## Data under study
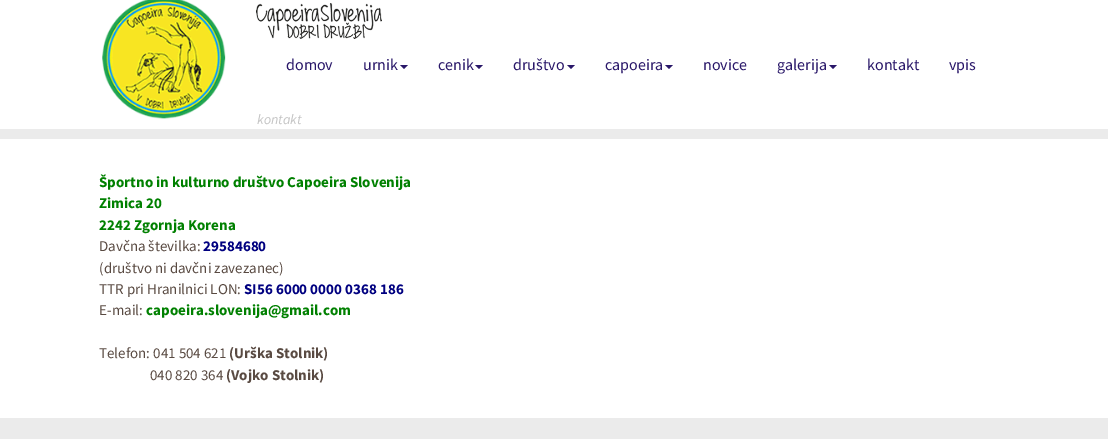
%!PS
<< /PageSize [1108 439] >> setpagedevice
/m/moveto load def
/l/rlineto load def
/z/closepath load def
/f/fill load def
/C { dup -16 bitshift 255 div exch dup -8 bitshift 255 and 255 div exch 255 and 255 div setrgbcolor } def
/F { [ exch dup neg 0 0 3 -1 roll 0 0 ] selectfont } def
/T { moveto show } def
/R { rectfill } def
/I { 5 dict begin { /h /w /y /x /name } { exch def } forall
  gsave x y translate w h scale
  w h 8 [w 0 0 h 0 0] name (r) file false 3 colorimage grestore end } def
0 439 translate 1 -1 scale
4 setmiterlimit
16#FFFFFF C
0 0 1108 439 R
(1.rgb) 102 0 124 119 I
(2.rgb) 256 3 126 36 I
/SourceSansPro-Regular 16 F
16#291769 C
(domov) 286 70 T
(urnik) 363 70 T
400 65 m 8 0 l -4 4 l z f
(cenik) 438 70 T
475 65 m 8 0 l -4 4 l z f
(društvo) 513 70 T
567 65 m 8 0 l -4 4 l z f
(capoeira) 605 70 T
665 65 m 8 0 l -4 4 l z f
(novice) 703 70 T
(galerija) 777 70 T
829 65 m 8 0 l -4 4 l z f
(kontakt) 867 70 T
(vpis) 949 70 T
/SourceSansPro-Italic 14 F
16#C5C5C5 C
(kontakt) 257 124 T
16#EBEBEB C
0 129 1108 10 R
/SourceSansPro-Bold 15 F
16#008000 C
(Športno in kulturno društvo Capoeira Slovenija) 99 187 T
(Zimica 20) 99 208 T
(2242 Zgornja Korena) 99 230 T
/SourceSansPro-Regular 15 F
16#594A42 C
(Davčna številka:) 99 251 T
/SourceSansPro-Bold 15 F
16#000080 C
(29584680) 203 251 T
/SourceSansPro-Regular 15 F
16#594A42 C
(\(društvo ni davčni zavezanec\)) 99 273 T
(TTR pri Hranilnici LON:) 99 294 T
/SourceSansPro-Bold 15 F
16#000080 C
(SI56 6000 0000 0368 186) 244 294 T
/SourceSansPro-Regular 15 F
16#594A42 C
(E-mail:) 99 315 T
/SourceSansPro-Bold 15 F
16#008000 C
(capoeira.slovenija@gmail.com) 146 315 T
/SourceSansPro-Regular 15 F
16#594A42 C
(Telefon: 041 504 621) 99 358 T
/SourceSansPro-Bold 15 F
(\(Urška Stolnik\)) 229 358 T
/SourceSansPro-Regular 15 F
(040 820 364) 150 380 T
/SourceSansPro-Bold 15 F
(\(Vojko Stolnik\)) 226 380 T
16#EBEBEB C
0 418 1108 21 R
showpage
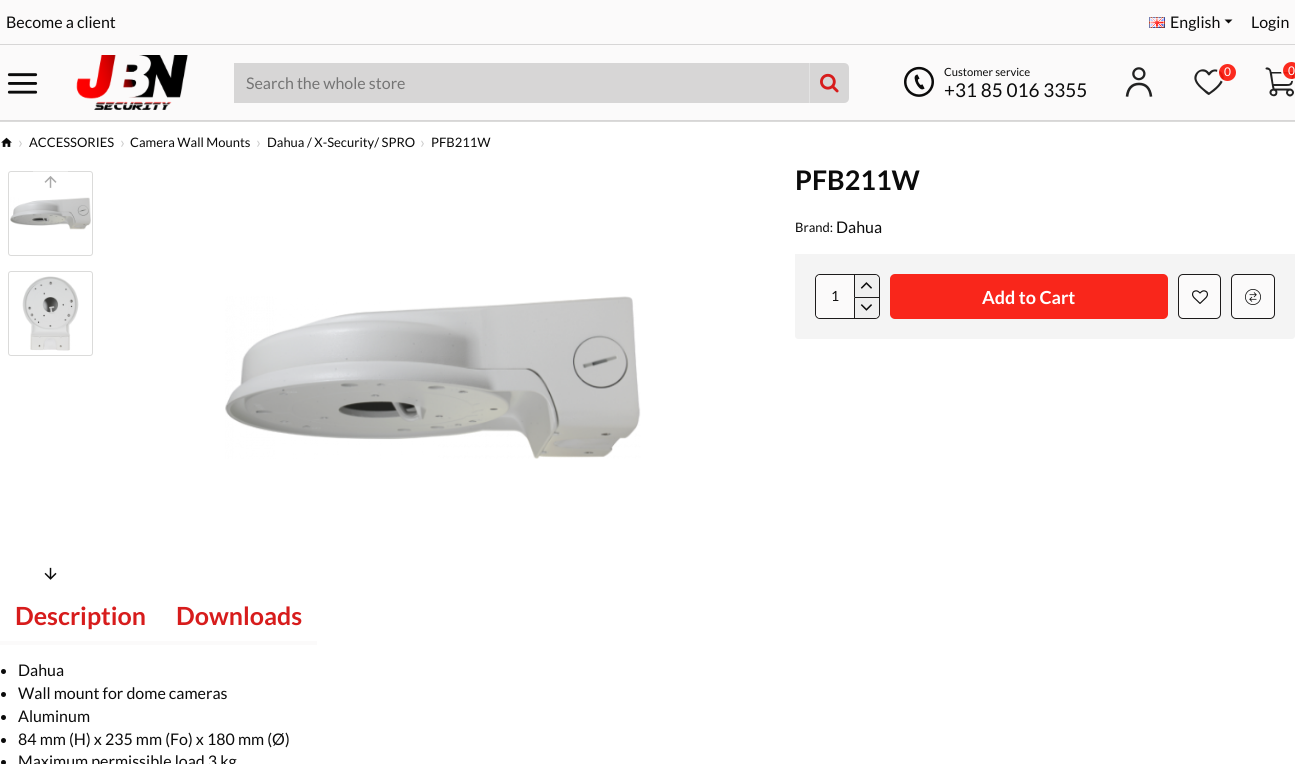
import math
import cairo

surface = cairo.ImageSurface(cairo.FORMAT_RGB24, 1295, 764)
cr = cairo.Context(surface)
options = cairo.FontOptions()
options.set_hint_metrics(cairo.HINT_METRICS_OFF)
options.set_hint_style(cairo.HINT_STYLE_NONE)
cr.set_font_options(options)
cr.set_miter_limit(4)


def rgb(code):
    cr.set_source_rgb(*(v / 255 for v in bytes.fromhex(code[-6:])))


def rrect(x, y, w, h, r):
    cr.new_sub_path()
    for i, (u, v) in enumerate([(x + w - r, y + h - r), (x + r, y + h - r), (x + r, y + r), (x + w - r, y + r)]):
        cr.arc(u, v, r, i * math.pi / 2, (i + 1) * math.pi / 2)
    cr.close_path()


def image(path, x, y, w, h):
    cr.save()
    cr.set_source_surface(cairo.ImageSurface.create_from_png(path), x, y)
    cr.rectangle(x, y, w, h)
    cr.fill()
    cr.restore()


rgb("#ffffff")
cr.paint()
rgb("#fbfafa")
cr.rectangle(0, 0, 1295, 120)
cr.fill()
rgb("#d7d6d6")
cr.rectangle(0, 120, 1295, 1)
cr.fill()
image("img/1.png", 1149, 17, 16, 11)
rgb("#0b0b0b")
cr.new_path()
cr.move_to(1224.5, 19.5)
cr.line_to(1232.5, 19.5)
cr.line_to(1228.5, 23.5)
cr.close_path()
cr.fill()
rgb("#d7d6d6")
cr.rectangle(0, 44, 1295, 1)
cr.fill()
image("img/2.png", 7, 73, 31, 21)
image("img/3.png", 76, 55, 112, 55)
cr.rectangle(234, 63, 575, 40)
cr.fill()
cr.new_path()
cr.move_to(810, 63)
cr.line_to(844, 63)
cr.curve_to(847, 63, 849, 65, 849, 68)
cr.line_to(849, 98)
cr.curve_to(849, 101, 847, 103, 844, 103)
cr.line_to(810, 103)
cr.close_path()
cr.fill()
rgb("#e3e3e3")
cr.rectangle(809, 63, 1, 40)
cr.fill()
image("img/4.png", 820, 73, 19, 20)
image("img/5.png", 904, 66, 30, 31)
image("img/6.png", 1125, 67, 28, 30)
rgb("#222222")
cr.set_fill_rule(cairo.FILL_RULE_EVEN_ODD)
cr.new_path()
cr.move_to(1220, 71)
cr.curve_to(1228.5, 78, 1220.5, 86, 1214.5, 91)
cr.line_to(1209, 95)
cr.curve_to(1207.5, 95, 1204, 91.5, 1203, 90.5)
cr.curve_to(1200, 88, 1196.5, 85, 1195, 81)
cr.curve_to(1191.5, 73, 1203, 64.5, 1209, 72.5)
cr.curve_to(1211.5, 69, 1216.5, 68.5, 1220, 71)
cr.close_path()
cr.move_to(1220.5, 81)
cr.curve_to(1222.5, 78, 1221, 73.5, 1217.5, 72)
cr.curve_to(1212, 69.5, 1210.5, 75.5, 1209, 75.5)
cr.curve_to(1207.5, 75.5, 1207, 71.5, 1203, 71.5)
cr.curve_to(1200.5, 71, 1198.5, 72.5, 1197.5, 74.5)
cr.curve_to(1197, 75.5, 1196.5, 77, 1196.5, 78.5)
cr.curve_to(1197, 84, 1205.5, 90, 1209, 92.5)
cr.curve_to(1213, 89.5, 1218, 86, 1220.5, 81)
cr.close_path()
cr.fill()
cr.set_source_rgba(0.98, 0.082, 0.031, 0.91)
cr.arc(1227.5, 72.5, 9.5, 0, 2 * math.pi)
cr.fill_preserve()
rgb("#fbfafa")
cr.stroke()
rgb("#222222")
cr.new_path()
cr.move_to(1269.5, 71.5)
cr.curve_to(1269, 68.5, 1265.5, 70.5, 1265.5, 68.5)
cr.curve_to(1265.5, 66.5, 1271, 67, 1271.5, 72)
cr.line_to(1290, 72)
cr.curve_to(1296, 72, 1295, 71.5, 1293.5, 77.5)
cr.curve_to(1292.5, 84, 1293, 86, 1286, 86)
cr.line_to(1274, 86)
cr.line_to(1274.5, 88.5)
cr.line_to(1290, 88.5)
cr.curve_to(1292, 88.5, 1294, 90.5, 1294, 92.5)
cr.curve_to(1294, 94.5, 1292, 96.5, 1290, 96.5)
cr.curve_to(1288, 96.5, 1286, 94.5, 1286, 92.5)
cr.line_to(1286.5, 90.5)
cr.line_to(1277, 90.5)
cr.curve_to(1277.5, 91.5, 1277.5, 93, 1277, 94.5)
cr.curve_to(1274.5, 98.5, 1267.5, 95, 1270, 90.5)
cr.curve_to(1270.5, 89.5, 1271.5, 89, 1272.5, 89)
cr.close_path()
cr.move_to(1292.5, 73.5)
cr.line_to(1272, 73.5)
cr.line_to(1273.5, 84)
cr.line_to(1288.5, 84)
cr.curve_to(1289.5, 84, 1290.5, 83, 1291, 82)
cr.close_path()
cr.move_to(1275.5, 92.5)
cr.curve_to(1275.5, 90, 1271.5, 90, 1271.5, 92.5)
cr.curve_to(1271.5, 95, 1275.5, 95, 1275.5, 92.5)
cr.close_path()
cr.move_to(1292, 92.5)
cr.curve_to(1292, 90, 1288, 90, 1288, 92.5)
cr.curve_to(1288, 95, 1292, 95, 1292, 92.5)
cr.close_path()
cr.fill()
cr.set_source_rgba(0.98, 0.082, 0.031, 0.91)
cr.arc(1291.5, 70.5, 9.5, 0, 2 * math.pi)
cr.fill_preserve()
rgb("#fbfafa")
cr.stroke()
rgb("#dbdbda")
cr.rectangle(0, 121, 1295, 1)
cr.fill()
image("img/7.png", 1, 137, 11, 10)
rrect(8.5, 171.5, 84, 84, 2.5)
cr.set_line_width(1)
cr.stroke()
image("img/8.png", 10, 197, 81, 33)
rrect(8.5, 271.5, 84, 84, 2.5)
cr.stroke()
image("img/9.png", 22, 276, 57, 75)
cr.set_source_rgba(1, 1, 1, 0.35)
cr.rectangle(33, 171, 35, 1)
cr.fill()
image("img/10.png", 44, 176, 13, 12)
image("img/11.png", 44, 567, 13, 13)
image("img/12.png", 225, 296, 416, 163)
rgb("#f4f4f4")
cr.new_path()
cr.move_to(795, 254)
cr.line_to(1295, 254)
cr.line_to(1295, 336)
cr.curve_to(1295, 337.5, 1293.5, 339, 1292, 339)
cr.line_to(798, 339)
cr.curve_to(796.5, 339, 795, 337.5, 795, 336)
cr.close_path()
cr.fill()
rrect(815.5, 274.5, 64, 44, 4.5)
rgb("#1d1b1b")
cr.stroke()
rgb("#fbfafa")
cr.new_path()
cr.move_to(820, 275)
cr.line_to(854, 275)
cr.line_to(854, 318)
cr.line_to(820, 318)
cr.curve_to(818, 318, 816, 316, 816, 314)
cr.line_to(816, 279)
cr.curve_to(816, 277, 818, 275, 820, 275)
cr.close_path()
cr.fill()
rgb("#efefef")
cr.new_path()
cr.move_to(854, 275)
cr.line_to(875, 275)
cr.curve_to(877, 275, 879, 277, 879, 279)
cr.line_to(879, 297)
cr.line_to(854, 297)
cr.close_path()
cr.fill()
rgb("#1d1b1b")
cr.rectangle(854, 275, 1, 22)
cr.fill()
image("img/13.png", 860, 282, 12, 7)
rgb("#efefef")
cr.new_path()
cr.move_to(854, 297)
cr.line_to(879, 297)
cr.line_to(879, 314)
cr.curve_to(879, 316, 877, 318, 875, 318)
cr.line_to(854, 318)
cr.close_path()
cr.fill()
rgb("#1d1b1b")
cr.set_fill_rule(cairo.FILL_RULE_WINDING)
cr.new_path()
cr.move_to(854, 297)
cr.line_to(879, 297)
cr.line_to(879, 298)
cr.line_to(855, 298)
cr.close_path()
cr.fill()
cr.set_source_rgba(0.106, 0.098, 0.098, 0.99)
cr.new_path()
cr.move_to(854, 318)
cr.line_to(854, 297)
cr.line_to(855, 298)
cr.line_to(855, 318)
cr.close_path()
cr.fill()
image("img/14.png", 860, 304, 12, 7)
rgb("#f9261b")
rrect(890, 274, 278, 45, 5)
cr.fill()
rgb("#fbfafa")
rrect(1178, 274, 43, 45, 5)
cr.fill()
rrect(1178.5, 274.5, 42, 44, 4.5)
cr.set_source_rgba(0.106, 0.098, 0.098, 0.99)
cr.stroke()
image("img/15.png", 1192, 290, 16, 14)
rgb("#fbfafa")
rrect(1231, 274, 44, 45, 5)
cr.fill()
rrect(1231.5, 274.5, 43, 44, 4.5)
cr.set_source_rgba(0.106, 0.098, 0.098, 0.99)
cr.stroke()
image("img/16.png", 1245, 289, 16, 16)
rgb("#fbfafa")
cr.rectangle(0, 641, 317, 4)
cr.fill()
rgb("#0b0b0b")
cr.arc(3.5, 671.5, 2.5, 0, 2 * math.pi)
cr.fill()
cr.arc(3.5, 694.5, 2.5, 0, 2 * math.pi)
cr.fill()
cr.arc(3.5, 717.5, 2.5, 0, 2 * math.pi)
cr.fill()
cr.arc(3.5, 740.5, 2.5, 0, 2 * math.pi)
cr.fill()
cr.arc(3.5, 762.5, 2.5, 0, 2 * math.pi)
cr.fill()
cr.select_font_face("Lato")
cr.set_font_size(16)
for x, y, s in [
    (6, 28, "Become a client"),
    (1170, 28, "English"),
    (1251, 28, "Login"),
]:
    cr.move_to(x, y)
    cr.show_text(s)
rgb("#757575")
cr.move_to(246, 89)
cr.show_text("Search the whole store")
cr.set_font_size(11.25)
rgb("#0b0b0b")
cr.move_to(944, 76)
cr.show_text("Customer service")
cr.set_font_size(19)
cr.move_to(944, 97)
cr.show_text("+31 85 016 3355")
cr.set_font_size(12)
rgb("#ffffff")
cr.move_to(1224, 76)
cr.show_text("0")
cr.move_to(1288, 75)
cr.show_text("0")
cr.set_font_size(16)
rgb("#cccccc")
cr.move_to(18, 148)
cr.show_text("›")
cr.set_font_size(13)
rgb("#0b0b0b")
cr.move_to(29, 147)
cr.show_text("ACCESSORIES")
cr.set_font_size(16)
rgb("#cccccc")
cr.move_to(120, 148)
cr.show_text("›")
cr.set_font_size(13)
rgb("#0b0b0b")
cr.move_to(130, 147)
cr.show_text("Camera Wall Mounts")
cr.set_font_size(16)
rgb("#cccccc")
cr.move_to(256, 148)
cr.show_text("›")
cr.set_font_size(13)
rgb("#0b0b0b")
cr.move_to(267, 147)
cr.show_text("Dahua / X-Security/ SPRO")
cr.set_font_size(16)
rgb("#cccccc")
cr.move_to(420, 148)
cr.show_text("›")
cr.set_font_size(13)
rgb("#0b0b0b")
cr.move_to(431, 147)
cr.show_text("PFB211W")
cr.select_font_face("Lato", cairo.FONT_SLANT_NORMAL, cairo.FONT_WEIGHT_BOLD)
cr.set_font_size(27)
cr.move_to(795, 190)
cr.show_text("PFB211W")
cr.select_font_face("Lato")
cr.set_font_size(13)
cr.move_to(795, 232)
cr.show_text("Brand:")
cr.set_font_size(16)
cr.move_to(836, 233)
cr.show_text("Dahua")
cr.set_font_size(14)
cr.move_to(831, 301)
cr.show_text("1")
cr.select_font_face("Lato", cairo.FONT_SLANT_NORMAL, cairo.FONT_WEIGHT_BOLD)
cr.set_font_size(18)
rgb("#ffffff")
cr.move_to(982, 304)
cr.show_text("Add to Cart")
cr.set_font_size(25)
rgb("#d71c1c")
cr.move_to(15, 625)
cr.show_text("Description")
cr.move_to(176, 625)
cr.show_text("Downloads")
cr.select_font_face("Lato")
cr.set_font_size(16)
rgb("#0b0b0b")
for x, y, s in [
    (18, 676, "Dahua"),
    (18, 699, "Wall mount for dome cameras"),
    (18, 722, "Aluminum"),
    (18, 745, "84 mm (H) x 235 mm (Fo) x 180 mm (Ø)"),
    (18, 767, "Maximum permissible load 3 kg"),
]:
    cr.move_to(x, y)
    cr.show_text(s)
surface.write_to_png("page.png")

## Required work
Everything from the line with "cr.set_font_options(options)" through the line with "cr.restore()" in the listing above must be retyped exactly, with nothing added.

## Answer section
cr.set_font_options(options)
cr.set_miter_limit(4)


def rgb(code):
    cr.set_source_rgb(*(v / 255 for v in bytes.fromhex(code[-6:])))


def rrect(x, y, w, h, r):
    cr.new_sub_path()
    for i, (u, v) in enumerate([(x + w - r, y + h - r), (x + r, y + h - r), (x + r, y + r), (x + w - r, y + r)]):
        cr.arc(u, v, r, i * math.pi / 2, (i + 1) * math.pi / 2)
    cr.close_path()


def image(path, x, y, w, h):
    cr.save()
    cr.set_source_surface(cairo.ImageSurface.create_from_png(path), x, y)
    cr.rectangle(x, y, w, h)
    cr.fill()
    cr.restore()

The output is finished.